There had been several attempts to complete Devries’ trial, which saw local juries being dismissed twice prior the trial recommencing in Melbourne.
When asked how he felt about Devries’ sentence, Mr Rudd said it “did not sit well” with him.
“These were two young blokes who had a lot to live for; it’s devastating they’re gone, and there is just a hole in our lives,” Mr Rudd said.
“The other day I saw someone who looked just like Evan down the street, down to the little bald patch on the back of his head, and I just sunk… I’m still seeing him everywhere.”

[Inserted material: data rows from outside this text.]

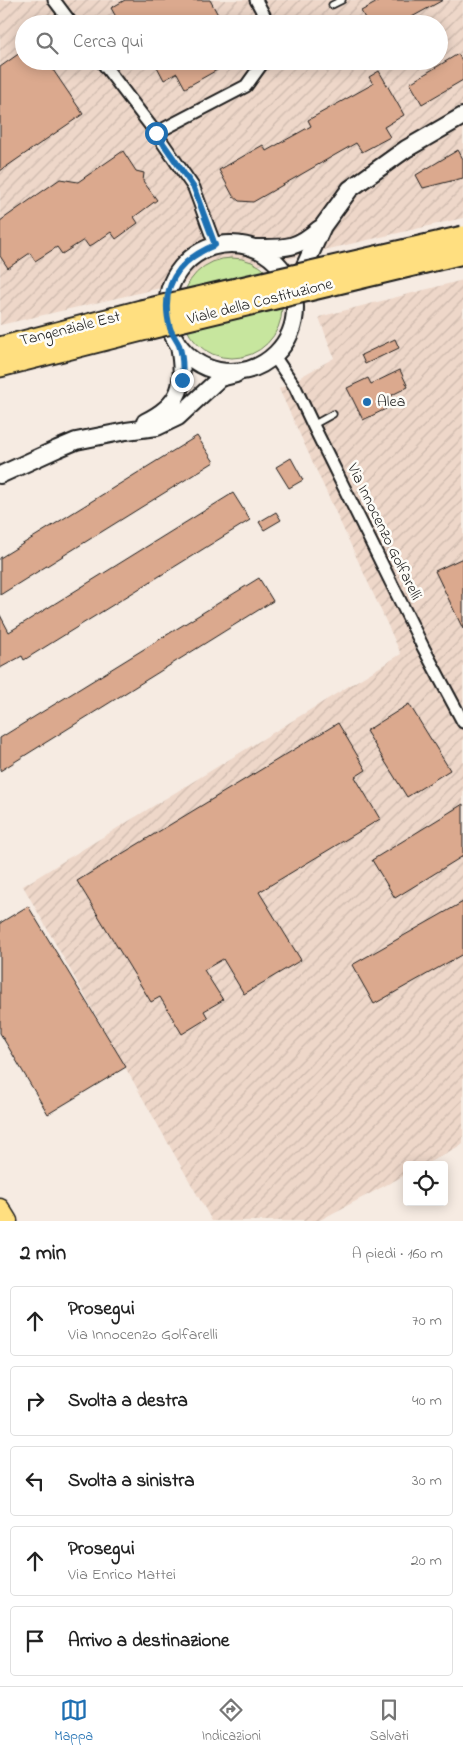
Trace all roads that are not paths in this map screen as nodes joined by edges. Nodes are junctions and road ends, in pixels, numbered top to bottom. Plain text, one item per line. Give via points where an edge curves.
1 (54, 0) edge
2 (257, 0) edge
3 (342, 0) edge
4 (332, 5) dead end
5 (65, 15) edge
6 (264, 15) edge
7 (108, 70) edge
8 (258, 70) edge
9 (463, 116) edge
10 (156, 133) junction
11 (323, 226) junction
12 (463, 237) edge
13 (215, 245) junction
14 (254, 248) junction
15 (463, 253) edge
16 (294, 292) junction
17 (143, 320) junction
18 (179, 346) junction
19 (0, 348) edge
20 (274, 356) junction
21 (0, 366) edge
22 (242, 372) junction
23 (334, 414) dead end
24 (313, 425) junction
25 (126, 431) junction
26 (0, 475) edge
27 (463, 722) edge
28 (0, 1208) edge
29 (8, 1221) edge

1 - 5 street
2 - 6 street
3 - 4 lane
7 - 10 street
8 - 10 street via 246,86
9 - 11 street via 406,148 350,189
10 - 13 street via 194,188
11 - 14 street via 305,241 288,248
11 - 16 street
12 - 17 highway, Viale della Costituzione, bridge
13 - 14 street via 235,244
13 - 18 street via 184,263 168,294 166,313 170,330
14 - 16 street via 272,258 285,273
15 - 17 highway, Viale della Costituzione, bridge
16 - 20 street via 293,327 286,343
17 - 19 highway, Tangenziale Est
17 - 21 highway, Viale della Costituzione
18 - 22 street via 191,359 207,368
18 - 25 street via 182,380 171,404 162,414
20 - 22 street
20 - 24 street, Via Innocenzo Golfarelli via 295,386
22 - 25 street via 220,378 178,418 158,427
23 - 24 lane
24 - 27 street, Via Innocenzo Golfarelli
25 - 26 street via 76,441
28 - 29 main road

Mr Rudd said it had been a difficult time for his family, with them finding it hard to adjust to losing Evan.
“We used to go fishing, and I would run him around because he didn’t have a driver’s licence… it’s the little things you don’t take notice of (that you miss the most),” he said.
“He’s missed real bad.”
In handing down Devries’ sentence, Justice Lasry said he had committed a “futile, violent and mindless” crime, and by the time Devries had stabbed the men, his actions were unprovoked.
“Your prior convictions combined with these two very serious offences indicate to me that you have a low prospect of any meaningful rehabilitation,” Justice Lasry said.

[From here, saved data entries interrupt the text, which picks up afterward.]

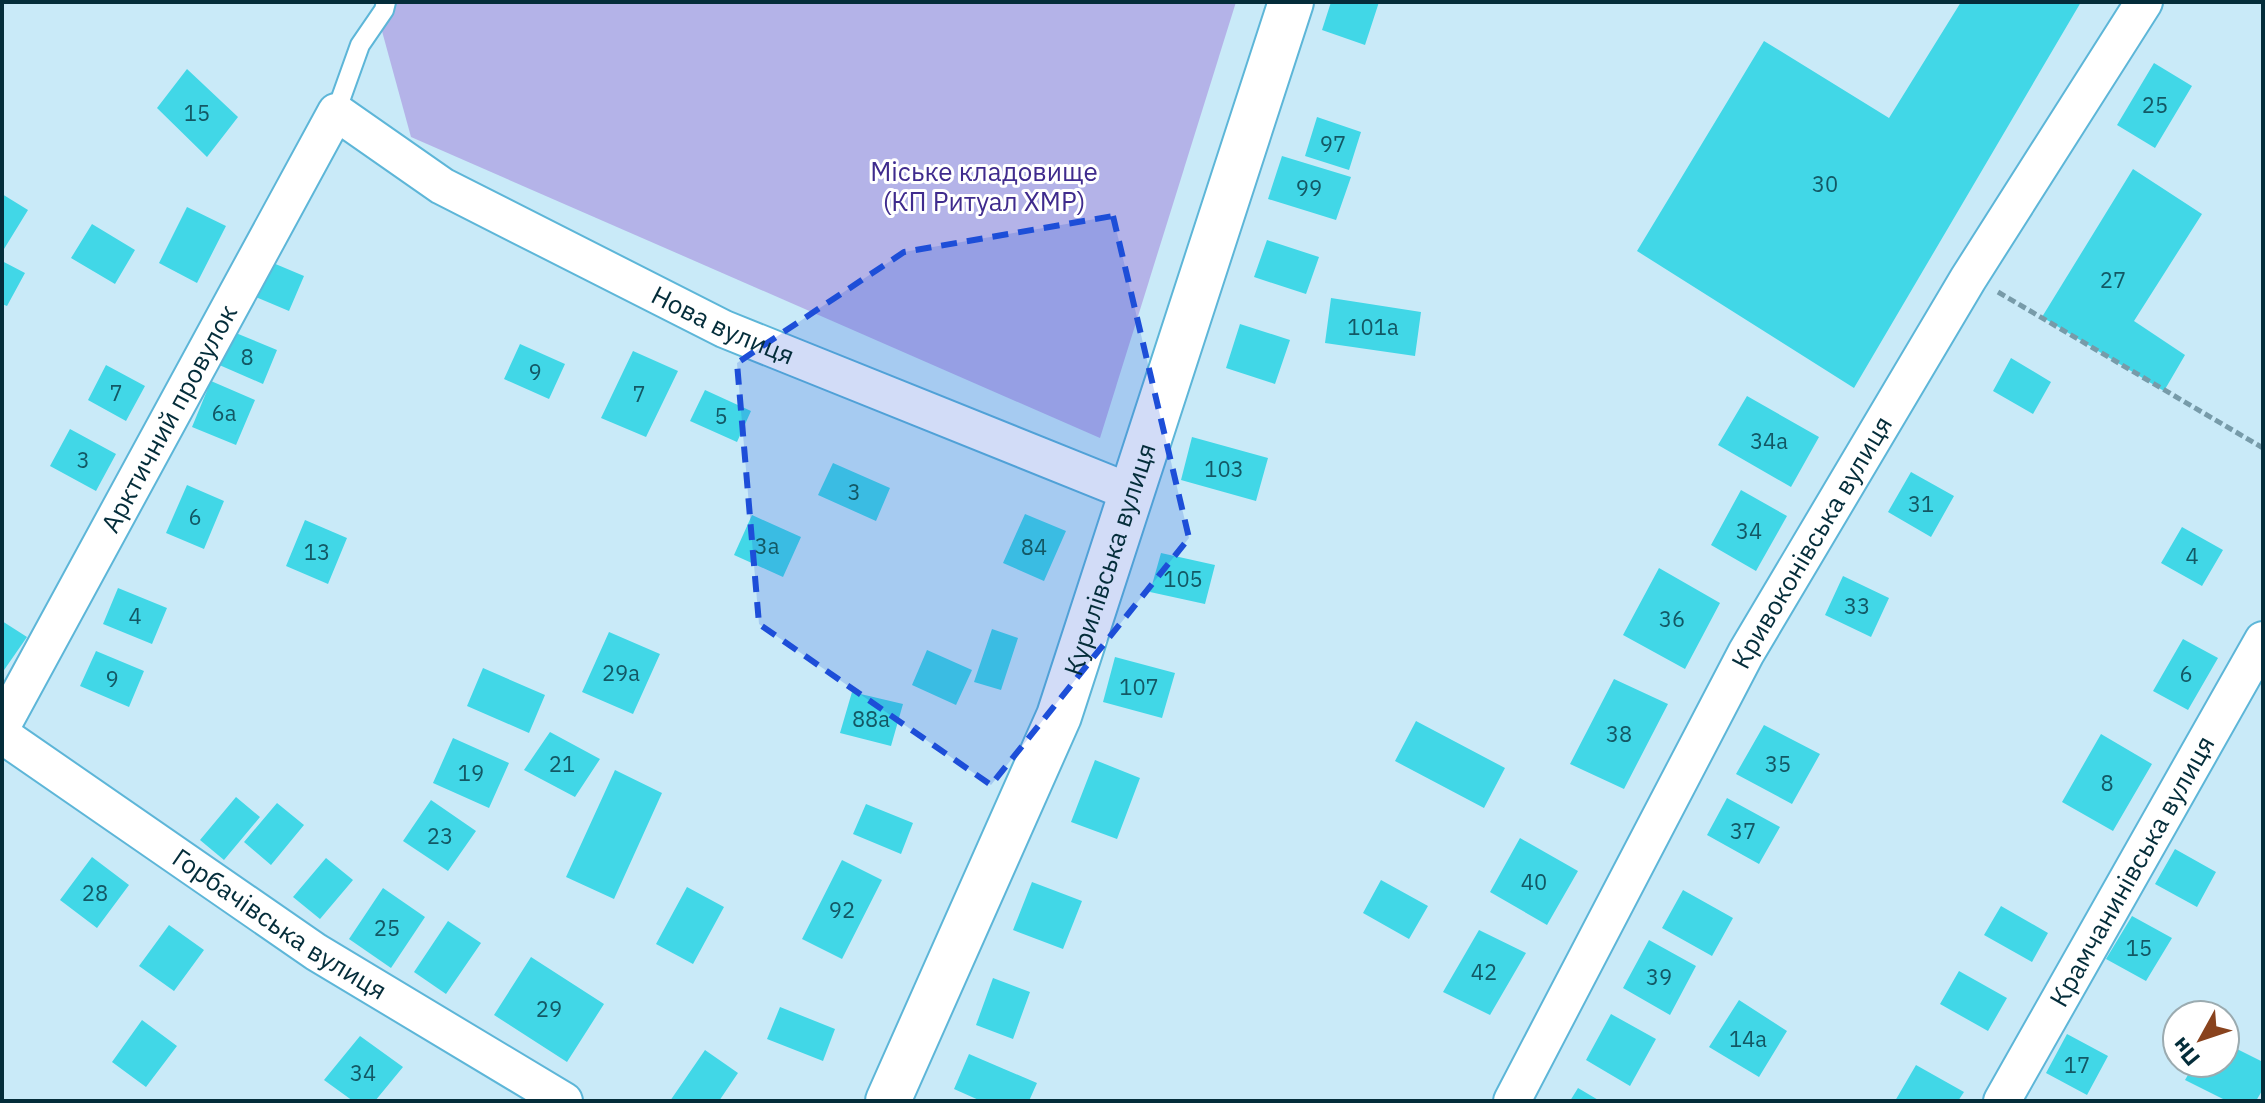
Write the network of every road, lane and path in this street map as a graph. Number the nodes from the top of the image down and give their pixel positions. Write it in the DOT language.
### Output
graph roads {
  1 [pos="386,2"];
  2 [pos="1291,2"];
  3 [pos="2144,2"];
  4 [pos="336,112"];
  5 [pos="1968,279"];
  6 [pos="2263,448"];
  7 [pos="1132,493"];
  8 [pos="2263,640"];
  9 [pos="2,726"];
  10 [pos="2,735"];
  11 [pos="564,1101"];
  12 [pos="888,1101"];
  13 [pos="1512,1101"];
  14 [pos="2002,1101"];
  1 -- 4 [label="lane"];
  2 -- 7 [label="main road, Курилівська вулиця"];
  3 -- 5 [label="street, Кривоконівська вулиця"];
  4 -- 7 [label="street, Нова вулиця"];
  4 -- 9 [label="street, Арктичний провулок"];
  5 -- 6 [label="path"];
  5 -- 13 [label="street, Кривоконівська вулиця"];
  7 -- 12 [label="main road, Курилівська вулиця"];
  8 -- 14 [label="street, Крамчанинівська вулиця"];
  10 -- 11 [label="street, Горбачівська вулиця"];
}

“Your conduct is to be condemned and the community is entitled to be protected from you.”
The court heard of how 38 year-old Devries had stabbed the two men in a burst of anger after finding his car blocked in by a vehicle belonging to Mr Poole at the flats in High Street on 18 February 2011.
Devries had been drinking alcohol heavily at Leggies Hotel and the Turfside Tabaret with his friend Stephen Turner, who also lived at a unit there.
When he realised his car was blocked in, Devries became verbally abusive.
He was then approached by another resident, Rodney Havis, who had been with Evan and Mr Poole in another unit.
Mr Havis was initially in possession of a sharpening steel but dropped this before punching Devries.
Devries then got in his vehicle while Mr Poole’s car was being moved.
Devries then drove to where Evan and Mr Havis were.
Evan tried to prevent an “obviously armed” Devries from exiting his vehicle.
Devries stabbed Evan in the chest and when Mr Poole tried to intervene he was also stabbed.
Both men were unarmed.
Justice Lasry said the offences were “almost beyond belief” in some respects, that two men had lost their lives over a minor issue about car parking.
“I have no doubt the community is, or would be, appalled by this utterly pointless and avoidable loss of two young lives,” he said.
The court heard Devries, an unskilled labourer, had been in the adult penal system from the age of 17.
He had about 80 convictions, many of which involved violence and dishonesty, from 19 court appearances over the past 21 years.